Higher doses of MA did not prolong the time until disease progression. The median time to disease progression was 8 months for patients on the 160-mg arm, 7 months for patients on the 800-mg arm, and 8 months for patients on the 1,600-mg arm. These differences were not of statistical significance.

Univariate analysis of multiple pretreatment characteristics showed that age at study entry (P = .0001) and presence or absence of bone metastases (P = .007) correlated most highly with time until disease progression. Younger patients were at a greater risk of progressing compared with older patients (risk ratio = 1.03). Patients who had bone metastases had a risk of progressing that was 37% greater than the risk for those patients who did not have bone involvement (risk ratio = 1.37).

Other variables in this univariate analysis that also correlated, although weakly, with time until disease progression were prior hormone therapy (P = .01), total number of metastatic sites (P = .04), estrogen receptor status (P = .04), disease-free interval (P = .04), and patient race (P = .03). Variables that correlated with better prognoses included no prior hormone treatment, fewer metastatic sites, estrogen receptor-positive tumors, longer disease-free interval, and white race.

The following did not correlate univariately with time to disease progression: treatment arm; whether or not the patient received prior chemotherapy, RT, or tamoxifen; presence or absence of visceral metastases; progesterone receptor status; and performance score.
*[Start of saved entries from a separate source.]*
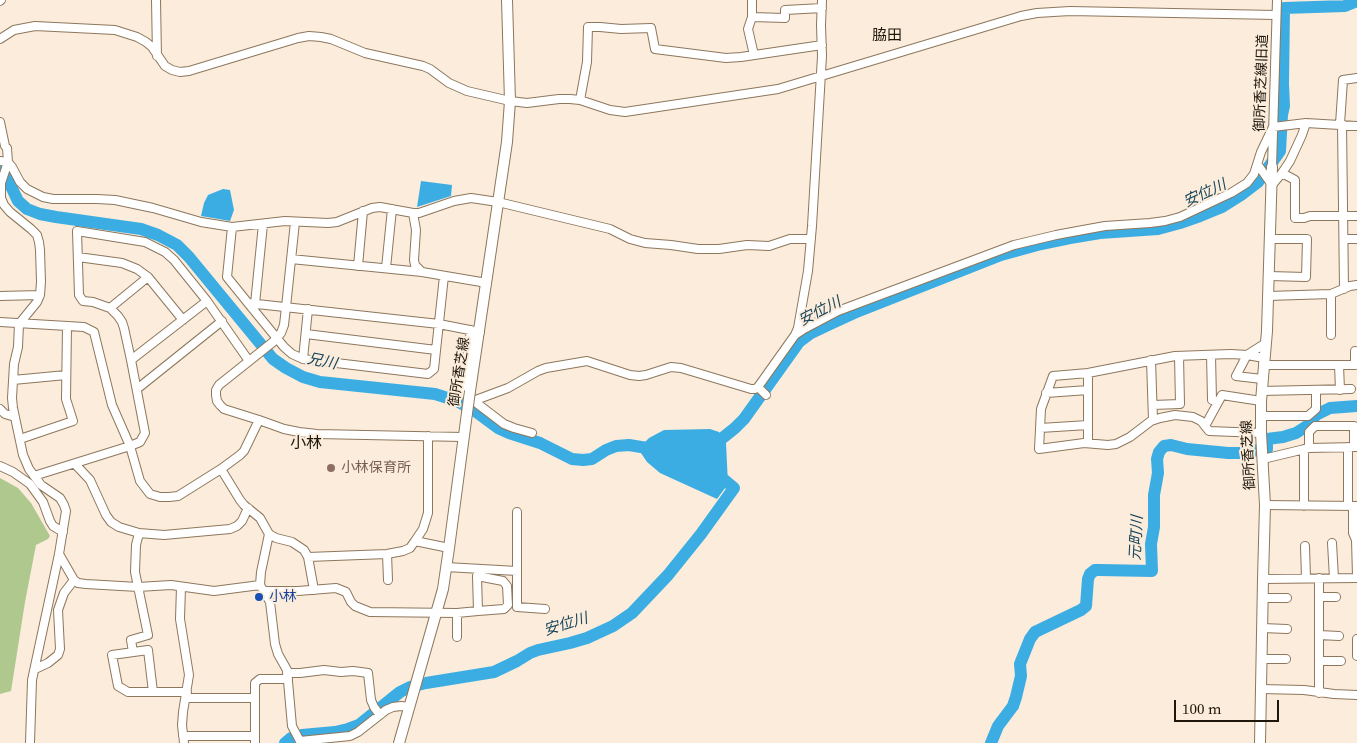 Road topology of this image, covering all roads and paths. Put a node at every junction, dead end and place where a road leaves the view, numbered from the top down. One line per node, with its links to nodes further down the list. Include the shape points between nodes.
1 (156, 0): 11 (street)
2 (507, 0): 15 (main road, 御所香芝線)
3 (752, 0): 7 (street)
4 (1277, 0): 6 (street, 御所香芝線旧道)
5 (822, 4): 7 (street, via 786,10 785,18); 9 (street)
6 (1276, 15): 12 (street, via 1037,13); 20 (street, 御所香芝線旧道)
7 (752, 18): 10 (street, via 748,29)
8 (0, 39): 11 (street, via 14,30 35,26 115,30 137,37 152,47)
9 (822, 45): 10 (street); 12 (street)
10 (754, 55): 14 (street, via 726,58 655,49 651,28 588,27 587,62)
11 (157, 56): 15 (street, via 164,66 172,70 189,71 298,38 320,37 365,53 423,66 459,88)
12 (821, 76): 14 (street, via 766,91 625,112); 35 (street)
13 (1357, 78): 18 (street, via 1343,80)
14 (580, 100): 15 (street)
15 (510, 101): 26 (main road, 御所香芝線, via 506,157)
16 (0, 122): 21 (street, via 7,148)
17 (1306, 123): 18 (street); 20 (street); 24 (street)
18 (1341, 124): 19 (street); 30 (street)
19 (1357, 126)
20 (1275, 127): 22 (street, 御所香芝線旧道); 23 (street, via 1267,139)
21 (5, 164): 34 (street, via 12,167 27,189 43,197 124,202); 51 (street, via 1,184 4,205 37,235 39,242)
22 (1272, 166): 25 (main road, 御所香芝線)
23 (1259, 167): 25 (street); 68 (street, via 1240,188 1180,217 1056,234 1014,245 838,311)
24 (1282, 173): 25 (street); 30 (street, via 1295,180 1294,218)
25 (1269, 180): 36 (main road, 御所香芝線)
26 (498, 202): 29 (street, via 463,199); 35 (street, via 610,229 637,242 719,249); 47 (main road, 御所香芝線)
27 (392, 209): 28 (street, via 380,207); 29 (street); 42 (street)
28 (363, 211): 32 (street, via 337,222); 41 (street)
29 (413, 213): 43 (street, via 416,230 414,260)
30 (1344, 216): 31 (street); 37 (street)
31 (1357, 216)
32 (295, 222): 33 (street); 40 (street)
33 (263, 224): 34 (street); 55 (street)
34 (232, 227): 55 (street, via 227,277)
35 (811, 239): 68 (street)
36 (1270, 239): 45 (main road, 御所香芝線); 45 (street, via 1307,239 1306,277)
37 (1344, 239): 38 (street); 49 (street)
38 (1357, 239)
39 (78, 257): 46 (street, via 130,265); 54 (street, via 77,231 145,242 174,260); 57 (street, via 79,295 83,301)
40 (291, 259): 41 (street); 56 (street)
41 (358, 266): 42 (street)
42 (386, 268): 43 (street)
43 (422, 272): 44 (street)
44 (444, 276): 47 (street); 63 (street)
45 (1269, 276): 53 (main road, 御所香芝線)
46 (148, 277): 57 (street); 59 (street)
47 (487, 283): 65 (main road, 御所香芝線)
48 (1357, 285): 49 (street)
49 (1344, 289): 50 (street)
50 (1331, 294): 53 (street); 66 (street)
51 (40, 295): 52 (street); 62 (street)
52 (0, 296)
53 (1268, 296): 70 (main road, 御所香芝線)
54 (206, 300): 59 (street); 60 (street)
55 (251, 303): 56 (street); 69 (street)
56 (286, 307): 58 (street); 69 (street, via 284,325)
57 (110, 308): 77 (street, via 124,328)
58 (308, 309): 63 (street); 67 (street)
59 (182, 320): 77 (street)
60 (222, 321): 78 (street); 87 (street)
61 (0, 322): 62 (street)
62 (19, 324): 64 (street); 85 (street)
63 (439, 324): 65 (street); 71 (street)
64 (67, 326): 83 (street); 112 (street, via 84,326 94,332 112,405)
65 (475, 331): 94 (main road, 御所香芝線)
66 (1328, 331)
67 (306, 334): 71 (street); 76 (street)
68 (795, 335): 86 (street)
69 (274, 340): 76 (street); 78 (street)
70 (1266, 343): 74 (street); 80 (main road, 御所香芝線)
71 (436, 350): 76 (street, via 434,369 428,374)
72 (1356, 351): 81 (street, via 1355,365)
73 (1211, 355): 74 (street); 75 (street); 96 (street)
74 (1246, 355): 80 (street); 84 (street, via 1236,376)
75 (1178, 356): 79 (street); 97 (street, via 1180,404)
76 (303, 359)
77 (131, 360): 87 (street)
78 (249, 360): 101 (street, via 219,385 217,400 224,408)
79 (1150, 360): 82 (street); 97 (street)
80 (1263, 362): 81 (street); 84 (main road, 御所香芝線)
81 (1339, 365): 91 (street)
82 (1088, 373): 89 (street); 92 (street, via 1053,376)
83 (66, 375): 85 (street); 110 (street, via 66,399 73,421)
84 (1262, 379): 95 (main road, 御所香芝線)
85 (13, 380): 100 (street)
86 (758, 387): 93 (street); 94 (street, via 751,389 676,367 639,376 587,361 546,368 508,388)
87 (137, 389): 112 (street, via 145,433 140,442)
88 (1351, 389): 91 (street)
89 (1088, 390): 92 (street); 103 (street)
90 (1316, 390): 91 (street); 95 (street); 99 (street, via 1316,409 1308,416)
91 (1340, 390)
92 (1046, 393): 105 (street)
93 (766, 395)
94 (472, 396): 106 (street, via 504,424); 109 (main road, 御所香芝線, bridge)
95 (1261, 396): 99 (main road, 御所香芝線); 104 (street, via 1222,395)
96 (1212, 400)
97 (1153, 406): 102 (street)
98 (0, 409): 100 (street)
99 (1261, 416): 107 (main road, 御所香芝線)
100 (15, 417): 110 (street)
101 (259, 420): 108 (street, via 308,433); 118 (street, via 244,451)
102 (1154, 420): 104 (street, via 1185,415); 111 (street, via 1116,444)
103 (1088, 425): 105 (street); 111 (street)
104 (1206, 426): 107 (street, via 1209,431)
105 (1040, 428): 111 (street, via 1039,449)
106 (532, 433)
107 (1261, 433): 115 (main road, 御所香芝線)
108 (428, 436): 109 (street); 128 (street, via 428,513)
109 (463, 438): 131 (main road, 御所香芝線)
110 (20, 439): 119 (street, via 25,461)
111 (1088, 443)
112 (130, 446): 116 (street); 118 (street, via 140,481 150,494 160,497 178,496)
113 (1353, 447): 114 (street); 114 (street, via 1354,426 1315,426 1309,432); 122 (street)
114 (1307, 449): 115 (street); 121 (street)
115 (1262, 453): 120 (main road, 御所香芝線)
116 (76, 464): 119 (street); 126 (street, via 90,480 111,522)
117 (0, 466): 125 (street, via 30,484 43,502 53,526)
118 (221, 469): 123 (street)
119 (34, 476): 125 (street, via 64,505)
120 (1266, 505): 121 (street); 142 (main road, 御所香芝線)
121 (1304, 506): 122 (street)
122 (1353, 506): 138 (street)
123 (248, 508): 126 (street, via 242,521 230,529 178,535); 127 (street, via 260,518)
124 (517, 512): 136 (street)
125 (63, 532): 132 (street)
126 (139, 532): 145 (street, via 135,558)
127 (269, 534): 134 (street, via 299,546); 146 (street)
128 (416, 541): 131 (street); 133 (street, via 410,548)
129 (1332, 543): 141 (street)
130 (1305, 546): 139 (street)
131 (449, 548): 135 (main road, 御所香芝線)
132 (59, 554): 143 (street); 168 (street)
133 (387, 554): 134 (street); 137 (street, via 388,578)
134 (308, 557): 147 (street)
135 (446, 566): 136 (street); 154 (main road, 御所香芝線)
136 (517, 571): 152 (street, via 517,607)
137 (397, 576)
138 (1357, 577): 141 (street)
139 (1306, 578): 140 (street); 142 (street)
140 (1319, 578): 141 (street); 148 (street)
141 (1334, 578)
142 (1263, 579): 150 (main road, 御所香芝線)
143 (74, 580): 145 (street, via 86,584); 168 (street, via 64,592 58,610 58,655)
144 (181, 586): 145 (street); 146 (street, via 214,591); 173 (street, via 180,619 189,676)
145 (138, 587): 162 (street, via 148,635 131,640)
146 (261, 588): 147 (street); 169 (street, via 270,602 275,644)
147 (314, 590): 154 (street, via 342,589 355,606 370,612)
148 (1319, 597): 149 (street); 158 (street)
149 (1336, 597)
150 (1262, 598): 151 (street); 156 (main road, 御所香芝線)
151 (1287, 598)
152 (545, 609)
153 (478, 611): 153 (street, via 504,609 508,605 507,586 503,581 478,576); 155 (street)
154 (436, 613): 155 (street); 176 (main road, 御所香芝線)
155 (457, 613): 160 (street)
156 (1262, 628): 157 (street); 164 (main road, 御所香芝線)
157 (1287, 628)
158 (1319, 635): 159 (street); 166 (street)
159 (1339, 636)
160 (457, 638)
161 (1357, 639): 163 (street)
162 (133, 652): 171 (street, via 148,650); 171 (street, via 112,655 118,686 128,692)
163 (1357, 656)
164 (1262, 659): 165 (street); 170 (main road, 御所香芝線)
165 (1286, 659)
166 (1319, 661): 167 (street); 172 (street)
167 (1341, 661)
168 (34, 669): 181 (street)
169 (287, 676): 175 (street, via 255,682); 177 (street, via 324,670 368,673 369,693); 180 (street, via 291,717)
170 (1261, 689): 172 (street); 183 (main road, 御所香芝線)
171 (154, 692): 173 (street)
172 (1319, 693): 174 (street)
173 (186, 695): 175 (street); 178 (street)
174 (1357, 695)
175 (255, 698): 179 (street)
176 (409, 707): 177 (street); 182 (main road, 御所香芝線)
177 (377, 711): 180 (street, via 358,732 350,736)
178 (183, 740): 179 (street)
179 (255, 740)
180 (300, 742)
181 (30, 743)
182 (398, 743)
183 (1260, 743)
We also examined the relation of several variables simultaneously with time to progression. Table 3 lists data from the resulting multivariate model. Patient age (P = .0001) and prior treatment with hormonal agents (P = .0015) were strongly associated with time to disease progression. Of lesser importance were disease-free interval (P = .11), number of metastatic sites (P = .13), and performance score (P = .10).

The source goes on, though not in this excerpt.